───── RECORDS PROVIDED ─────

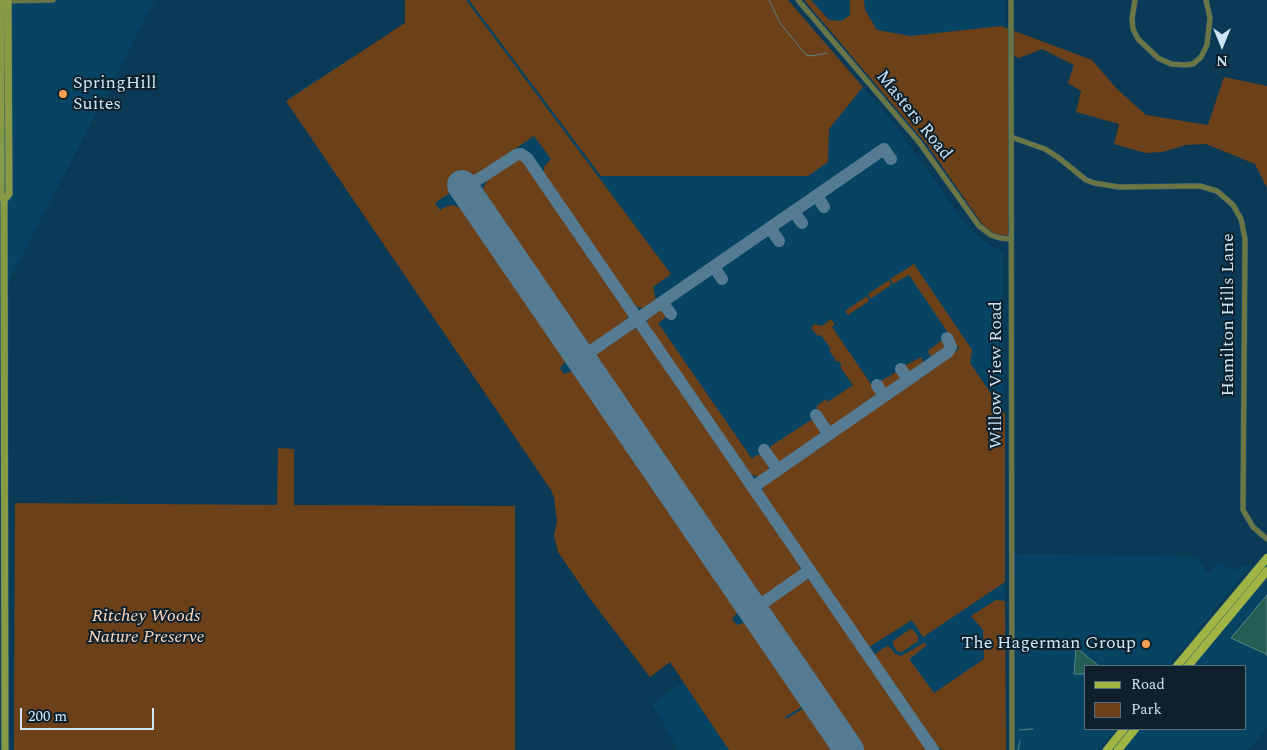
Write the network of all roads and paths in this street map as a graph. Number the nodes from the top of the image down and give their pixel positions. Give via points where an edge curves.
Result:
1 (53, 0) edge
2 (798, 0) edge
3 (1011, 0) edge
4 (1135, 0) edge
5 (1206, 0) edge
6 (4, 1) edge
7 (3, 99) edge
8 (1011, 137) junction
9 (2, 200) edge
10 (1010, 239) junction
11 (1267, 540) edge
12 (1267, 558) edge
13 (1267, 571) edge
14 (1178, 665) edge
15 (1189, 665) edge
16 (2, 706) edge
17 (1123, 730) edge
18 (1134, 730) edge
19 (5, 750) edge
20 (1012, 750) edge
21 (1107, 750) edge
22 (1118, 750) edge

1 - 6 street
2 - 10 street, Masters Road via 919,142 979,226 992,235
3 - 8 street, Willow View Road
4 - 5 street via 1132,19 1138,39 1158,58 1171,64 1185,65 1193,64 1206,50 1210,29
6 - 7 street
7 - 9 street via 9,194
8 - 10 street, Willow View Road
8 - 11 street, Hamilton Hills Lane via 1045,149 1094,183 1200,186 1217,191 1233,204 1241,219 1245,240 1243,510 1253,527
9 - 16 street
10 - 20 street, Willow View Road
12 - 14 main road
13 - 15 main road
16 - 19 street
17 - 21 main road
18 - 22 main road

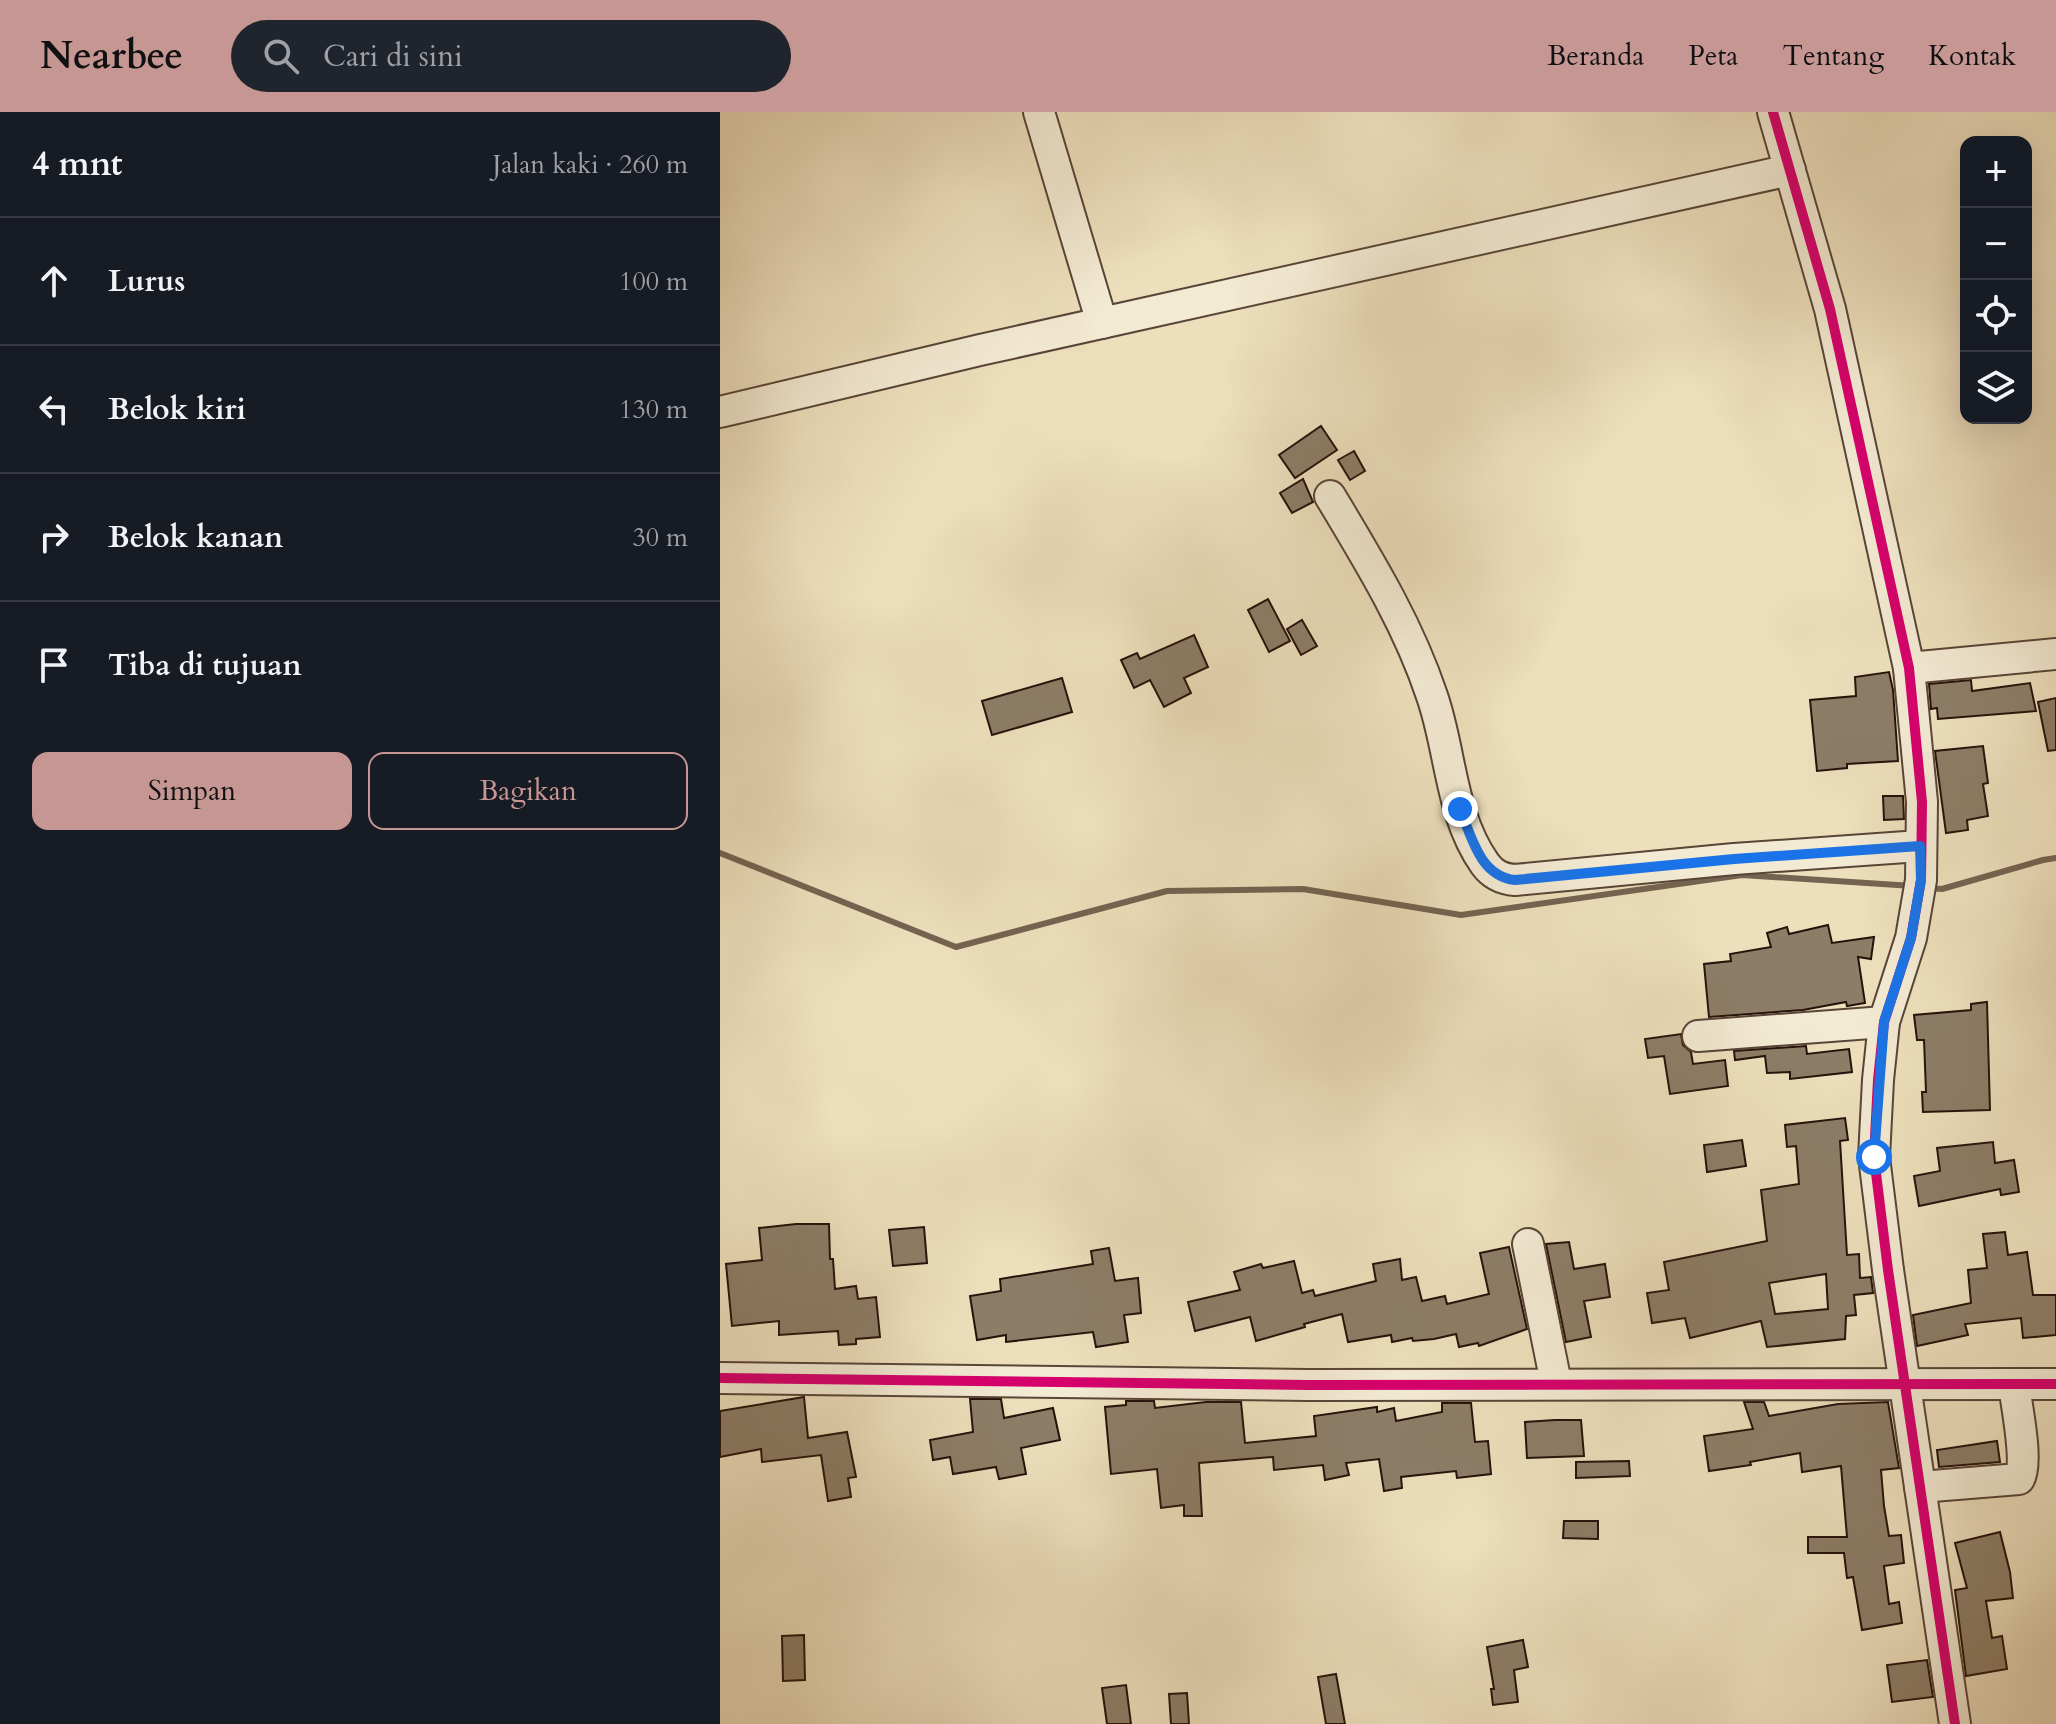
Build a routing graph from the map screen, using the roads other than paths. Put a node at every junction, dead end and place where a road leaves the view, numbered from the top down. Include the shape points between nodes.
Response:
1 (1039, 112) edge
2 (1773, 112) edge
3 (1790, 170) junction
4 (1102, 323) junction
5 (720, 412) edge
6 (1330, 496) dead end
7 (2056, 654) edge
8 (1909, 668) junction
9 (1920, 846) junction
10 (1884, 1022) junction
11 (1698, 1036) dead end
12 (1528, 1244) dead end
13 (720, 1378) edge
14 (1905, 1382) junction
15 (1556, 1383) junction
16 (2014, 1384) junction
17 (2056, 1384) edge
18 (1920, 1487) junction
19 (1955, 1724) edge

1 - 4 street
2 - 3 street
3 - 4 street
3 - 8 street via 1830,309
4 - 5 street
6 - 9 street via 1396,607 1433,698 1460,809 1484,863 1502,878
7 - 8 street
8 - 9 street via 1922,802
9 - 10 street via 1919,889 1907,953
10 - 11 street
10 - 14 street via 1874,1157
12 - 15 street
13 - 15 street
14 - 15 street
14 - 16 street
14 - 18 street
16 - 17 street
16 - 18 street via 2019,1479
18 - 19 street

─────
───── RECORDS PROVIDED ─────

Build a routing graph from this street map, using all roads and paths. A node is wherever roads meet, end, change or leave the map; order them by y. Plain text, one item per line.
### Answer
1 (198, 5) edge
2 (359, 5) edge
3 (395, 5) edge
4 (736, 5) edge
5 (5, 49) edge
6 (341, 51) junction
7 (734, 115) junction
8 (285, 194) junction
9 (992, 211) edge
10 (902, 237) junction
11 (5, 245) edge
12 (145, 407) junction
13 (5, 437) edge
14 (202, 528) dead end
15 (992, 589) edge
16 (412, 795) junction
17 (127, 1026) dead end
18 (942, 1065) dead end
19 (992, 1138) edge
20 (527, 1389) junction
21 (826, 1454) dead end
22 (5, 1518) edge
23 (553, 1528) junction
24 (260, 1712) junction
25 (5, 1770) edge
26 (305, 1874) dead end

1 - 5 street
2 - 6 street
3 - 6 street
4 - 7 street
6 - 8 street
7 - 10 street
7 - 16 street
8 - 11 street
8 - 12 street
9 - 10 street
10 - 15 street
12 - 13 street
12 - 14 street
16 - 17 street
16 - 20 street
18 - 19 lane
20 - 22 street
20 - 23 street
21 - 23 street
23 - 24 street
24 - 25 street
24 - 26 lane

─────

YOUR INSTRUCTIONS: Return every line of the data above in which "points" appears.

THE ANSWER:
Write the network of all roads and paths in this street map as a graph. Number the nodes from the top of the image down and give their pixel positions. Give via points where an edge curves.
Build a routing graph from the map screen, using the roads other than paths. Put a node at every junction, dead end and place where a road leaves the view, numbered from the top down. Include the shape points between nodes.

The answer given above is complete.